EDITORIAL

『サウダーヂ』の特集をした36号が2011年の秋だったので、それから5年を超える年月が過ぎていることになる。前作に勝るとも劣らない、いや前作以上の傑作と言ってもいい『バンコクナイツ』で、再び空族も作品を特集できることは、私たちとっても大変にうれしいことである。

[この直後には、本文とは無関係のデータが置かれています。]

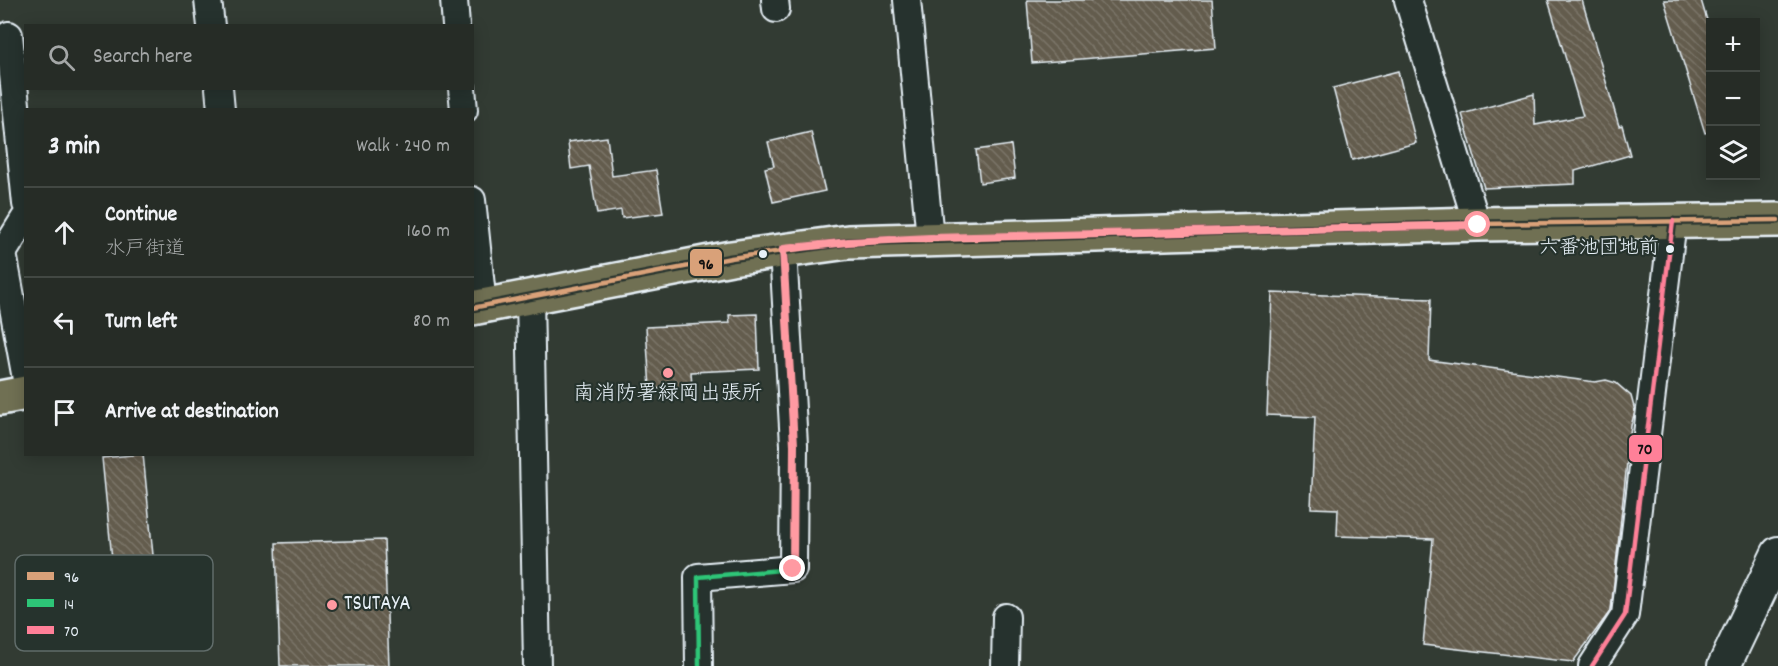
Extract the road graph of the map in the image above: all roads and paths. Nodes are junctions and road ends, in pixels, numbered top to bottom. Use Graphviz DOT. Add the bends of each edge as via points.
graph roads {
  1 [pos="208,0"];
  2 [pos="454,0"];
  3 [pos="906,0"];
  4 [pos="1408,0"];
  5 [pos="211,24"];
  6 [pos="456,24"];
  7 [pos="9,35"];
  8 [pos="219,90"];
  9 [pos="462,90"];
  10 [pos="221,108"];
  11 [pos="464,108"];
  12 [pos="24,184"];
  13 [pos="24,219"];
  14 [pos="1778,220"];
  15 [pos="1673,221"];
  16 [pos="1478,225"];
  17 [pos="474,236"];
  18 [pos="930,238"];
  19 [pos="783,249"];
  20 [pos="530,296"];
  21 [pos="478,307"];
  22 [pos="24,369"];
  23 [pos="24,393"];
  24 [pos="0,398"];
  25 [pos="1778,553"];
  26 [pos="1006,617"];
  27 [pos="537,666"];
  28 [pos="699,666"];
  29 [pos="1005,666"];
  30 [pos="1593,666"];
  31 [pos="1724,666"];
  1 -- 5 [label="street"];
  2 -- 6 [label="street"];
  3 -- 18 [label="street"];
  4 -- 16 [label="street"];
  7 -- 12 [label="street"];
  8 -- 10 [label="street"];
  9 -- 11 [label="street"];
  13 -- 22 [label="street" via="3,253"];
  14 -- 15 [label="main road"];
  15 -- 16 [label="main road"];
  15 -- 30 [label="street" via="1625,615"];
  16 -- 18 [label="main road"];
  17 -- 21 [label="street"];
  18 -- 19 [label="main road"];
  19 -- 20 [label="main road"];
  19 -- 28 [label="street" via="794,445 793,569 698,577"];
  20 -- 21 [label="main road"];
  20 -- 27 [label="street"];
  23 -- 24 [label="main road"];
  25 -- 31 [label="street"];
  26 -- 29 [label="street"];
}
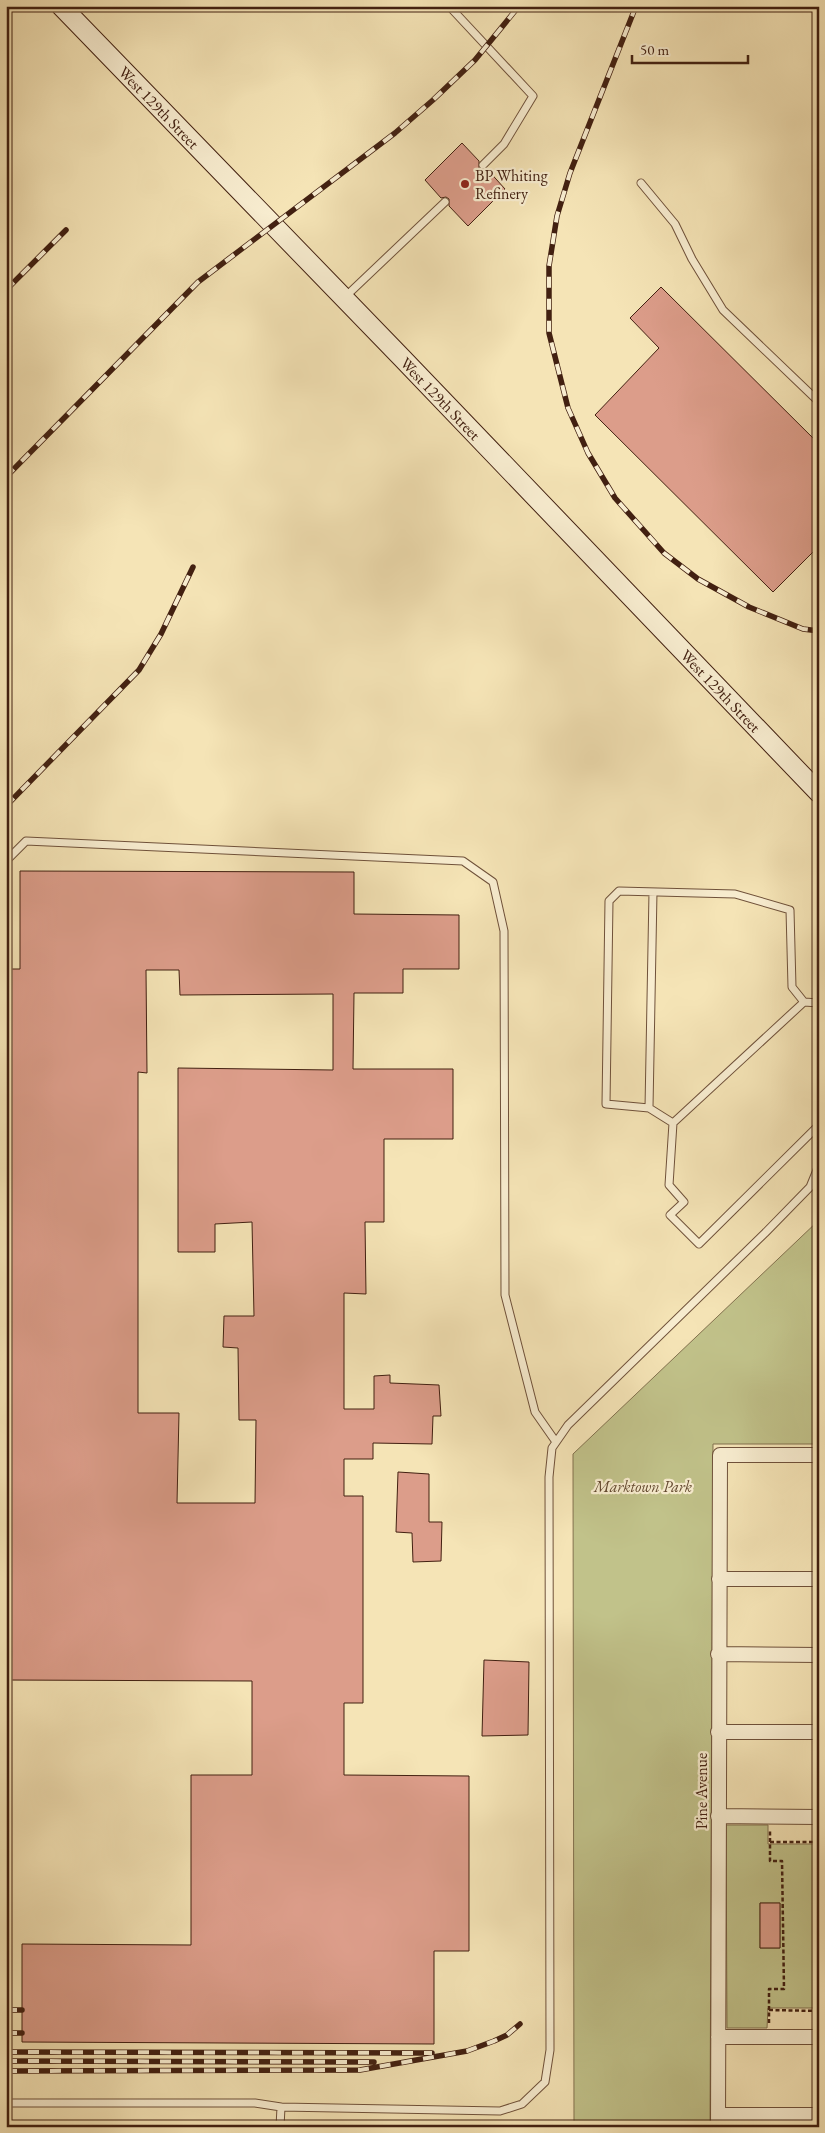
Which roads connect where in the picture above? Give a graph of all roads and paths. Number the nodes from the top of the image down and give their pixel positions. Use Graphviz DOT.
graph roads {
  1 [pos="61,6"];
  2 [pos="449,6"];
  3 [pos="483,165"];
  4 [pos="641,184"];
  5 [pos="445,202"];
  6 [pos="344,298"];
  7 [pos="819,402"];
  8 [pos="819,793"];
  9 [pos="6,861"];
  10 [pos="653,892"];
  11 [pos="804,1002"];
  12 [pos="819,1003"];
  13 [pos="649,1108"];
  14 [pos="673,1123"];
  15 [pos="819,1125"];
  16 [pos="819,1166"];
  17 [pos="556,1442"];
  18 [pos="819,1455"];
  19 [pos="719,1579"];
  20 [pos="819,1579"];
  21 [pos="718,1654"];
  22 [pos="819,1655"];
  23 [pos="718,1732"];
  24 [pos="819,1732"];
  25 [pos="718,1816"];
  26 [pos="770,1816"];
  27 [pos="819,1816"];
  28 [pos="770,1842"];
  29 [pos="819,1842"];
  30 [pos="769,2010"];
  31 [pos="819,2011"];
  32 [pos="718,2037"];
  33 [pos="769,2037"];
  34 [pos="819,2037"];
  35 [pos="6,2102"];
  36 [pos="281,2107"];
  37 [pos="819,2115"];
  38 [pos="718,2121"];
  39 [pos="280,2127"];
  1 -- 6 [label="main road, West 129th Street"];
  2 -- 3 [label="lane"];
  4 -- 7 [label="lane"];
  5 -- 6 [label="lane"];
  6 -- 8 [label="main road, West 129th Street"];
  9 -- 17 [label="lane"];
  10 -- 11 [label="lane"];
  10 -- 13 [label="lane"];
  10 -- 13 [label="lane"];
  11 -- 12 [label="lane"];
  11 -- 14 [label="lane"];
  13 -- 14 [label="lane"];
  14 -- 15 [label="lane"];
  16 -- 17 [label="lane"];
  17 -- 36 [label="lane"];
  18 -- 19 [label="street, Pine Avenue"];
  19 -- 20 [label="street"];
  19 -- 21 [label="street, Pine Avenue"];
  21 -- 22 [label="street"];
  21 -- 23 [label="street, Pine Avenue"];
  23 -- 24 [label="street"];
  23 -- 25 [label="street, Pine Avenue"];
  25 -- 26 [label="street"];
  25 -- 32 [label="street, Pine Avenue"];
  26 -- 27 [label="street"];
  26 -- 28 [label="path"];
  28 -- 29 [label="path"];
  28 -- 30 [label="path"];
  30 -- 31 [label="path"];
  30 -- 33 [label="path"];
  32 -- 33 [label="street"];
  32 -- 38 [label="street, Pine Avenue"];
  33 -- 34 [label="street"];
  35 -- 36 [label="lane"];
  36 -- 39 [label="lane"];
  37 -- 38 [label="street"];
}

『バンコクナイツ』はタニヤの女性と元自衛隊員の日本人男性のラブストーリーであり、バンコクからラオスへのロードムービーでもあり、この土地の戦争の記憶をめぐる映画でもある。そうした様々な物語が3時間の中に詰め込まれている。その中でも、この映画で流れる音楽が強く印象に残っている。それは、昨年秋の『バンコクナイツ』先行上映の際に行われたライブで、アンカナーン・クンチャイさんたちのモーラムを聴いてしまったからかもしれない。戦いに赴こうとする戦士たちの心を荒ぶらせるかのような、またその旋律を耳にすればただ身体を動かさずにはいられないような、高揚させる音楽がそこにはあった。モーラムに限らずそうした音楽は『バンコクナイツ』の中でもいくつも聴くことができて、そこでは大衆的な音楽や自らの境遇や、身近なことを直接的に語る音楽たち、あるいはタイ語それ自体のなまめかしい響きもある。ただその音を浴びているだけでも楽しく、音楽映画としても見ることもできるのではないか。今回、空族のふたりとともに、スタッフとして参加したMMM、Mr.麿、YOUNG-Gの3人に話を聞けたのもとても楽しい体験だった。

井の頭公園を舞台とする瀬田なつき監督『PARKS パークス』もまた、音楽についての映画である。50年前の若者たちによってつくられた曲を、その孫世代の若者たちが発見し、そこから新たな音楽として生み出してゆく。同じ出処からそれぞれ作られた「PARK MUSIC」は、過去、現在、未来それぞれの別の曲としてバラバラになっていき、最後にまたひとつの曲として一緒になる。「PARK MUSIC」は一度聴くと、まるで瀬田映画の主人公のようにスキップしてくちずさみたくなってしまう。

今年一番の発見となるだろう、小森はるか監督『息の跡』で印象に残るのも、被写体となっている佐藤さんの、音楽のように節をつけて朗読するその声である。陸前高田で種屋を営みながら、自らの体験を英語や中国語の書籍として発表する佐藤さんの行動力にはとても勇気づけられる。佐藤さんの口から言葉が飛び出すとき、震災の後に現れることと、そしてそれ以前からあり続けることがどちらも同じようにあるのだと感じさせてくれる。

また、音楽についての新連載「メタルとは何か」が今号より始まった。多くの人にとってもあまり馴染みがあるとは言えない、この音楽について、安井豊作氏、中原昌也氏を聞き手に迎え、編集部の田中がメタルについて講義をする企画である。メタルに興味のある人もない人も気楽に読んでもらえれば幸いである。

今回、結果的にインタビューが誌面の大半を占めたのも、取材に協力してくれた皆さんと話をする楽しさがあったのはもちろんのこと、いろんな方の声を聴きたかったこともあるのかもしれない。映画の中から音楽が聴こえてくるのように、あるいは街中からふと音楽が聴こえてくるかのように、この雑誌のページをめくるたびにそこに音楽が聴こえてくれるのならば、それはとてもうれしい。